> [The task]:
All lines holding the word "Подгорная" are to be copied from the records beneath.

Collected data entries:
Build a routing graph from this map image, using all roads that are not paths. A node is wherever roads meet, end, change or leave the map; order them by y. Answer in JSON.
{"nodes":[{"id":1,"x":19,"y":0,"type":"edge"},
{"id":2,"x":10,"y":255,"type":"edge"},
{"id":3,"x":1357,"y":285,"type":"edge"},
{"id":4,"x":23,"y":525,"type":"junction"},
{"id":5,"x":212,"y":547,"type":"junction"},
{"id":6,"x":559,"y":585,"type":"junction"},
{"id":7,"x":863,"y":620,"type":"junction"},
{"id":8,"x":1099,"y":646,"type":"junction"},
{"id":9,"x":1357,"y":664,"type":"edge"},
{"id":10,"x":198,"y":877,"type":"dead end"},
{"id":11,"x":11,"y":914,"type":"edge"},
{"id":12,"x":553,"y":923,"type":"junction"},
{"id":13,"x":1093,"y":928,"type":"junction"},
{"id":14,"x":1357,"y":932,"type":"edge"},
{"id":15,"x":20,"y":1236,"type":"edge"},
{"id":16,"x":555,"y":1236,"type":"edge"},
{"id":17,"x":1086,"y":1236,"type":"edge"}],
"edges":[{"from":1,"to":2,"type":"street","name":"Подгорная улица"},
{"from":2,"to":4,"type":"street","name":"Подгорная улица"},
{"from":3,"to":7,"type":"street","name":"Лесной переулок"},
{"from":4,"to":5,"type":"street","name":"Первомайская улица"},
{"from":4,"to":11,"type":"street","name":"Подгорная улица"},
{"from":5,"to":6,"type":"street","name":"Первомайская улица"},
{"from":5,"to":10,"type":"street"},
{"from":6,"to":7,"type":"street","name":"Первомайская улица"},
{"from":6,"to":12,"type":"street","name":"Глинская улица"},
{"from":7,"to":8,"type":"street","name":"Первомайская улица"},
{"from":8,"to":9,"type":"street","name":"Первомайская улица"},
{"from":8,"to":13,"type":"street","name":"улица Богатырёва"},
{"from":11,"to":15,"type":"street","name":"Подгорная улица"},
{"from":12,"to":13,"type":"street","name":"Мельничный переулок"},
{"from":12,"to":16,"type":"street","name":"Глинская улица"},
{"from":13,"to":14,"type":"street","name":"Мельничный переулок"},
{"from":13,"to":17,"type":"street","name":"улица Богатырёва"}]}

> [Task output]:
"edges":[{"from":1,"to":2,"type":"street","name":"Подгорная улица"},
{"from":2,"to":4,"type":"street","name":"Подгорная улица"},
{"from":4,"to":11,"type":"street","name":"Подгорная улица"},
{"from":11,"to":15,"type":"street","name":"Подгорная улица"},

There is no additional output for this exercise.